### Task directions
Output everything in the data exactly, leaving the pictures out.

### Data records
● ● ● ●
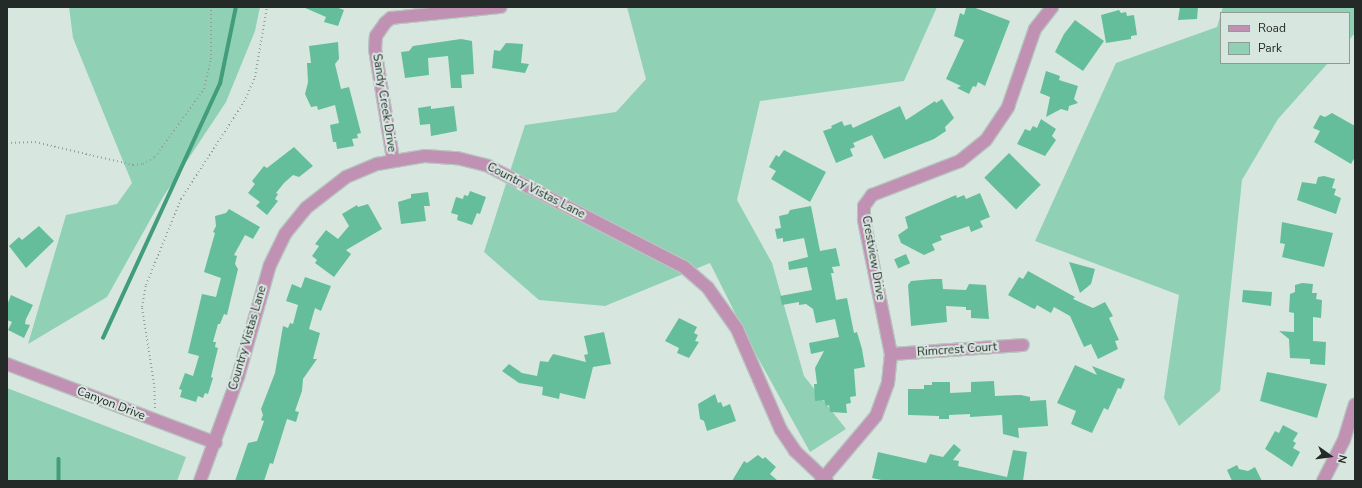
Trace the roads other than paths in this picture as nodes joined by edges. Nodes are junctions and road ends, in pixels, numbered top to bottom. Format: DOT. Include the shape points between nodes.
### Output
graph roads {
  1 [pos="500,7"];
  2 [pos="1052,7"];
  3 [pos="394,159"];
  4 [pos="1023,345"];
  5 [pos="891,354"];
  6 [pos="7,364"];
  7 [pos="1355,405"];
  8 [pos="216,443"];
  9 [pos="824,480"];
  10 [pos="200,481"];
  11 [pos="1323,481"];
  1 -- 3 [label="street, Sandy Creek Drive" via="391,18 385,23 376,36 375,49"];
  2 -- 5 [label="street, Crestview Drive" via="1035,29 1008,107 986,140 960,161 872,195 864,206 864,220"];
  3 -- 8 [label="street, Country Vistas Lane" via="361,170 332,186 306,208 285,234 264,281 238,377"];
  3 -- 9 [label="street, Country Vistas Lane" via="442,156 488,166 684,267 708,288 737,329 781,430 795,451"];
  4 -- 5 [label="street, Rimcrest Court"];
  5 -- 9 [label="street, Crestview Drive" via="888,383 876,416"];
  6 -- 8 [label="street, Canyon Drive"];
  7 -- 11 [label="street" via="1344,440"];
  8 -- 10 [label="street, Country Vistas Lane"];
}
● ● ● ●
### Answer to the exercise
Trace the roads other than paths in this picture as nodes joined by edges. Nodes are junctions and road ends, in pixels, numbered top to bottom. Format: DOT. Include the shape points between nodes.
### Output
graph roads {
  1 [pos="500,7"];
  2 [pos="1052,7"];
  3 [pos="394,159"];
  4 [pos="1023,345"];
  5 [pos="891,354"];
  6 [pos="7,364"];
  7 [pos="1355,405"];
  8 [pos="216,443"];
  9 [pos="824,480"];
  10 [pos="200,481"];
  11 [pos="1323,481"];
  1 -- 3 [label="street, Sandy Creek Drive" via="391,18 385,23 376,36 375,49"];
  2 -- 5 [label="street, Crestview Drive" via="1035,29 1008,107 986,140 960,161 872,195 864,206 864,220"];
  3 -- 8 [label="street, Country Vistas Lane" via="361,170 332,186 306,208 285,234 264,281 238,377"];
  3 -- 9 [label="street, Country Vistas Lane" via="442,156 488,166 684,267 708,288 737,329 781,430 795,451"];
  4 -- 5 [label="street, Rimcrest Court"];
  5 -- 9 [label="street, Crestview Drive" via="888,383 876,416"];
  6 -- 8 [label="street, Canyon Drive"];
  7 -- 11 [label="street" via="1344,440"];
  8 -- 10 [label="street, Country Vistas Lane"];
}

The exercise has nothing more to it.